I feel like that particular idea tying input and output embeddings is a very old idea. Is this paper really claiming that its new?
So the paper does quote several previous work that has similar ideas. So I’m going to quote the paper here. “We have recently come across a concurrent preprint for Press and Wolf, 2016 where the authors reuse the word embedding matrix in the output projection to improve language modeling. However, their work is purely empirical, and they do not provide any theoretical justification for their approach. Finally, we would like to note that idea of using the same representation for input and output words has been explored in the past, and there exists language models which could be interpreted as simple neural networks with shardinput and output embeddings, citing Bengio et al., 2001 2001 and Mnih and Hinton, 2007. However, shared input and output representations were implicitly built into these models, rather than proposed as a supplement to a baseline. Consequently, possibility of improvement was not particularly pursued by sharing input and output representations. End of quote.
Interesting. Okay. I know I’ve talked to lots of people about this idea just in conversations. I guess I can’t think of particular papers to point to with that have explored this because this isn’t my area.
Right. I mean yeah, I feel like it’s it’s a very natural thing to do. It’s nice to have some stereotypical justification for it and clean experimentation to show it’s effect. I think that’s the value of this paper is bringing.

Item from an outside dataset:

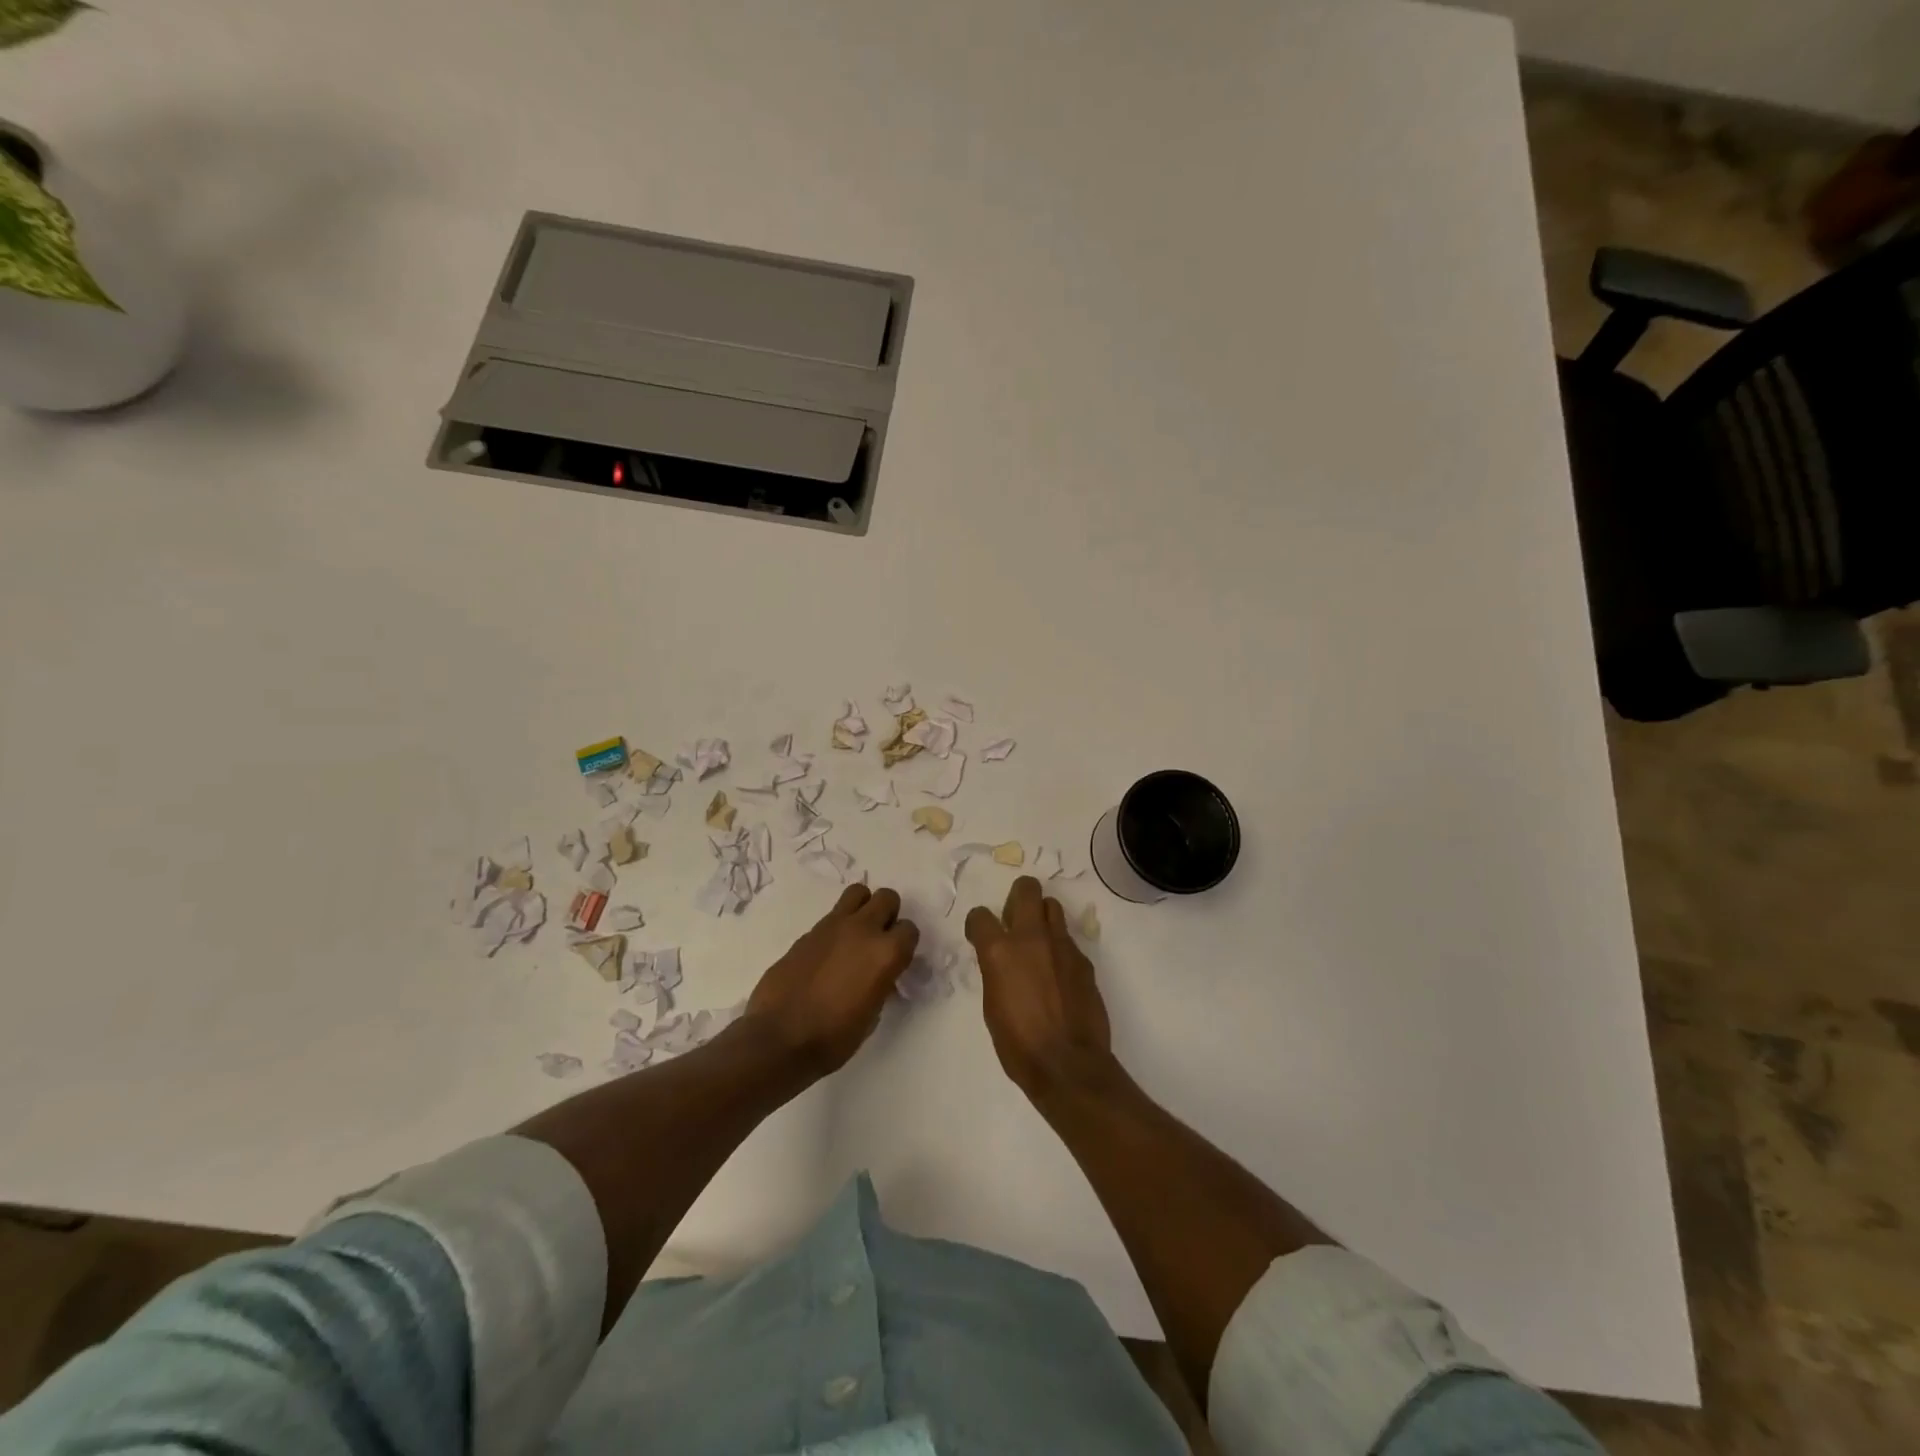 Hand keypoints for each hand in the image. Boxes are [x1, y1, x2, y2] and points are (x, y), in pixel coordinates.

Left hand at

So let’s look at the experimental results because that’s basically, these are basically the two ideas in the paper. So there is a figure two on table one report, the perplexity of four different language models in various settings. The four models are a baseline model, which is a two layer LSTM with variational dropout. The second model is a same baseline adding the augmented loss. The third model is a baseline plus reusing sharing of the embeddings between the input and output words. And finally the baseline plus both the augmented loss improvement and the sharing of embeddings. So both contributions, the augmented loss and reused embeddings consistently give a decent improvement in perplexity with a slightly better results when they are combined. So in larger networks you get most of the improvement just by reusing or sharing the embeddings and therefore that’s basically the recommended set up because it’s much easier to do the sharing then to implement the KL-divergent loss function. And the paper claims a new state-of-the-art results on the PTB on the Penn Treebank dataset by modifying the previous state-of-the-art model of Zilly et al. 2016, to share the input and output embeddings in their model.

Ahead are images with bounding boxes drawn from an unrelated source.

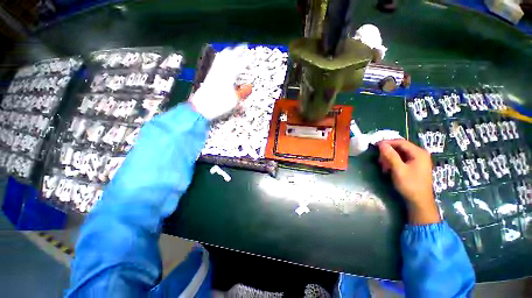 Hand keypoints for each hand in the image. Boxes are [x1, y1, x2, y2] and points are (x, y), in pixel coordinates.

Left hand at [190, 44, 251, 119]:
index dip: (246, 61)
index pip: (239, 65)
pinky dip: (221, 58)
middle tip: (243, 47)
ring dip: (228, 52)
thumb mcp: (234, 101)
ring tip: (233, 50)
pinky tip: (222, 59)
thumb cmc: (219, 105)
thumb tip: (249, 87)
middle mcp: (220, 71)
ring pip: (221, 57)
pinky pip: (216, 63)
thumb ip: (242, 92)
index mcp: (228, 77)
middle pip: (229, 56)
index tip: (251, 57)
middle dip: (237, 51)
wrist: (202, 107)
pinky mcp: (209, 75)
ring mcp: (214, 72)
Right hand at [377, 139, 439, 224]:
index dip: (387, 142)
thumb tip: (381, 144)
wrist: (419, 201)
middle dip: (388, 152)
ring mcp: (418, 160)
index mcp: (419, 153)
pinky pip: (402, 159)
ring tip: (383, 165)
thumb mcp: (398, 169)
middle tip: (379, 159)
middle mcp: (420, 154)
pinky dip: (393, 162)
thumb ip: (390, 155)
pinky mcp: (415, 166)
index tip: (375, 145)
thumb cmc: (410, 185)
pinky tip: (388, 168)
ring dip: (389, 158)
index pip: (400, 142)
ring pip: (400, 153)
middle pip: (400, 147) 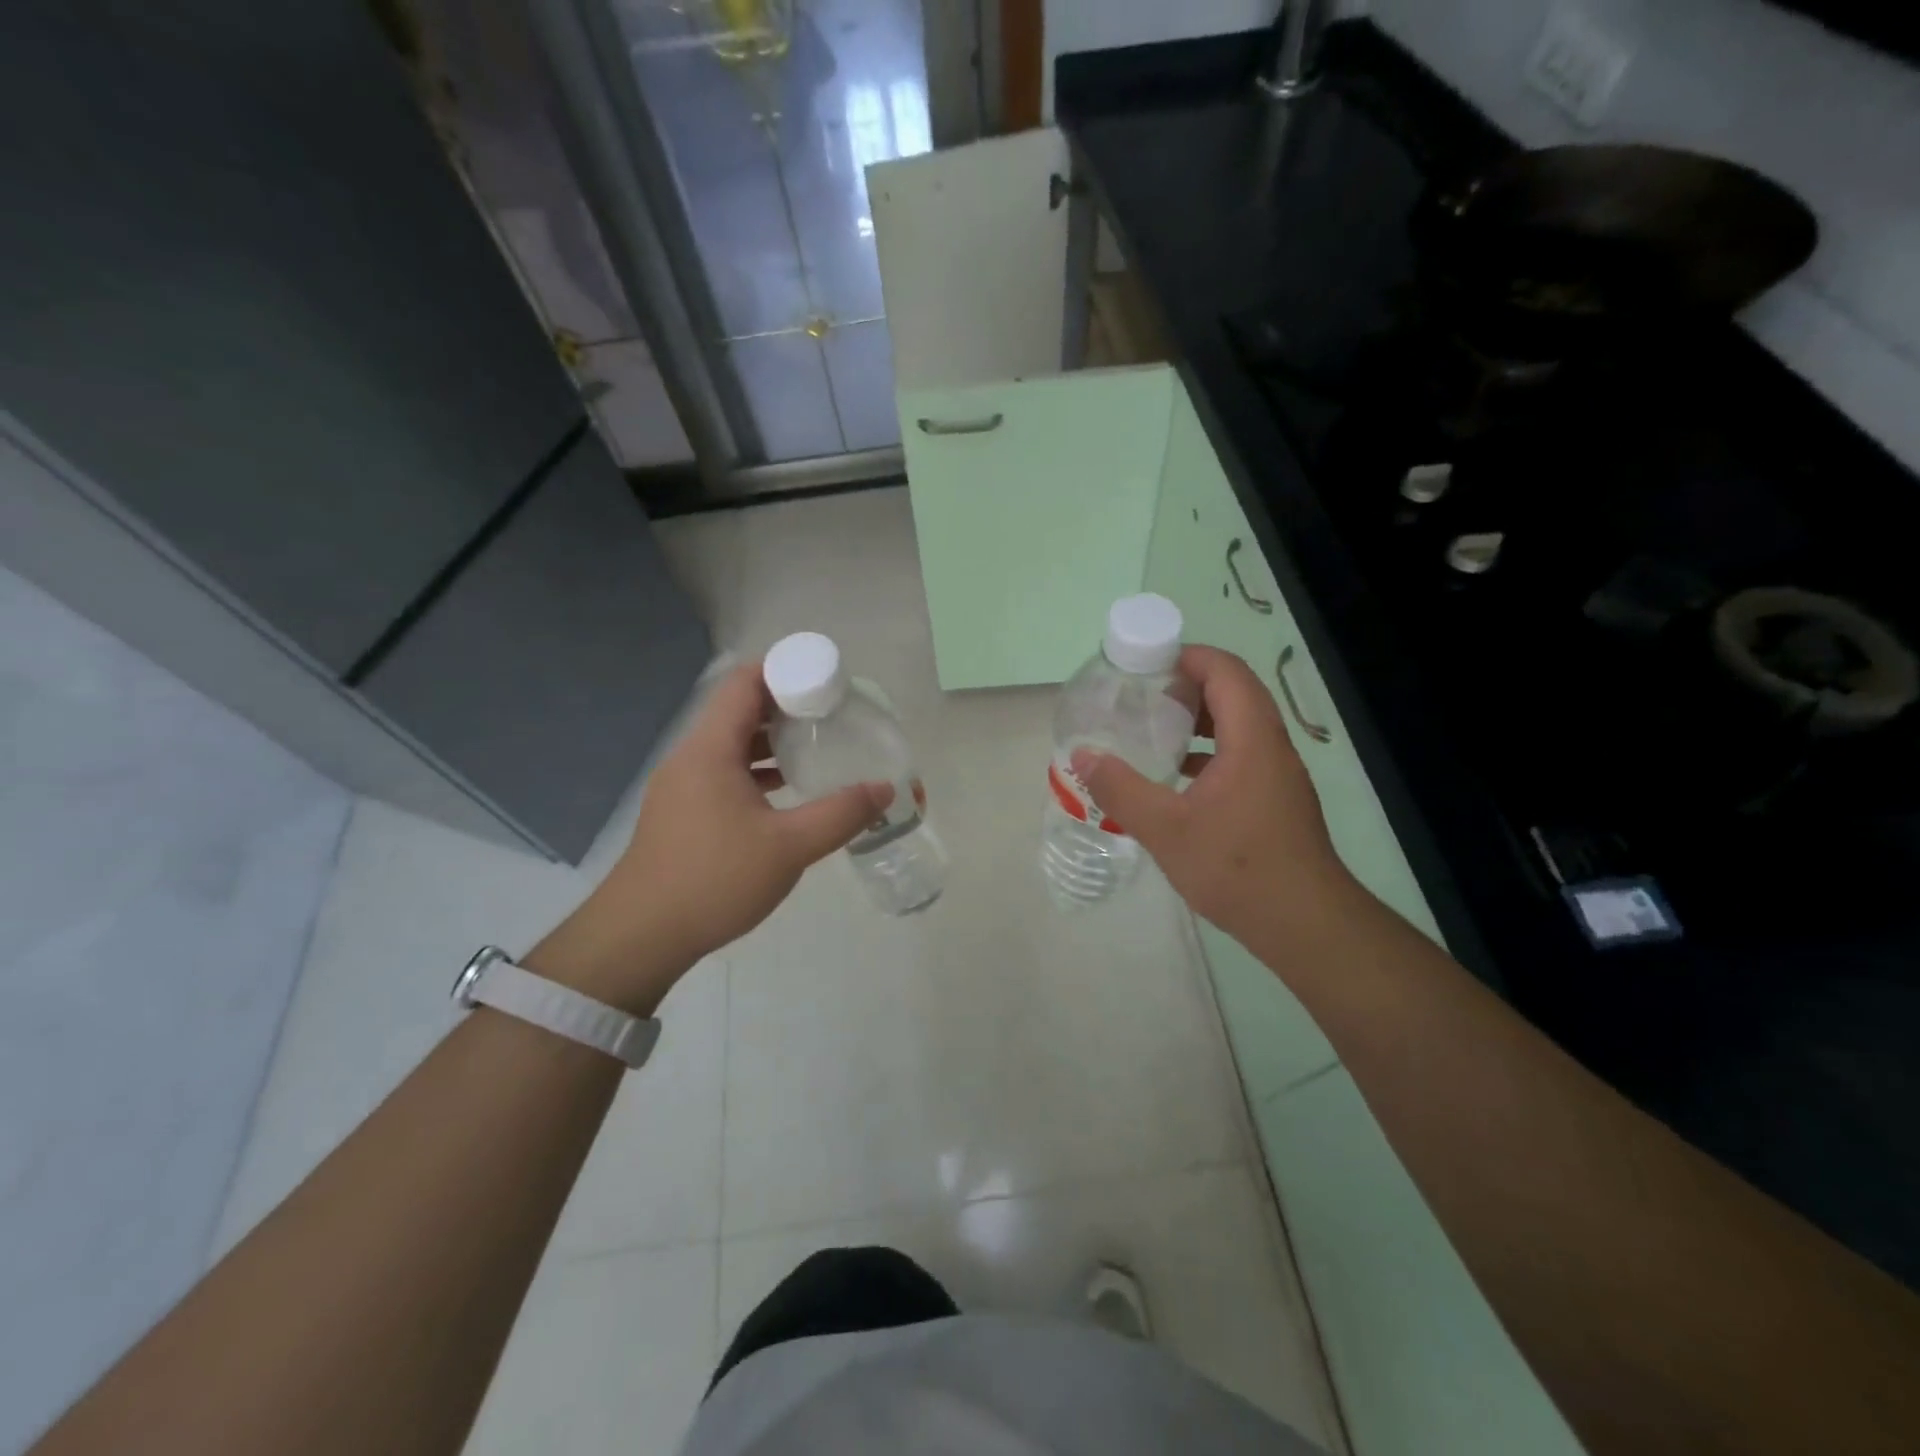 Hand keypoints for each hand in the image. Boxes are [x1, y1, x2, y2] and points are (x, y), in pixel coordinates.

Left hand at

So this modification resulted in a 25% reduction in the number of parameters and 2.5 points improvement in perplexity.
So was there anything that you particularly liked about this paper? Like would you use this in practice?
Yeah. I mean it seems like a fairly reasonable thing to do. Especially if you don’t have a ton of data to learn from. Because being more efficient in learning is more relevant when you have a limited amount of label data or data. In language more you don’t need labeled data you just need text. So that brings us to one of my concerns about this paper is that it only evaluated on a relatively small corpora so the biggest corpus they used, I think it has 2 million words, which is about a thousand times less than the most recent papers on language modeling basically the 1 billion word corpus.
The other thing that I would improve about this paper is maybe I’d like to see more of an extrinsic evaluation. So perplexity does not always correspond to an improvement in the actual tasks that we care about. Almost always when we’re using language modeling, we don’t care about the perplexity, we care about how this fits in the bigger problem we’re trying to solve, so in machine translation. You could measure a BLEU score on summarization. You could measure a ROUGE and people have done that before. But in general, let’s say it’s a well written paper, it proposes a practical solution with a reasonable justification. So yeah, I would use it.
Great. Thanks for presenting the paper.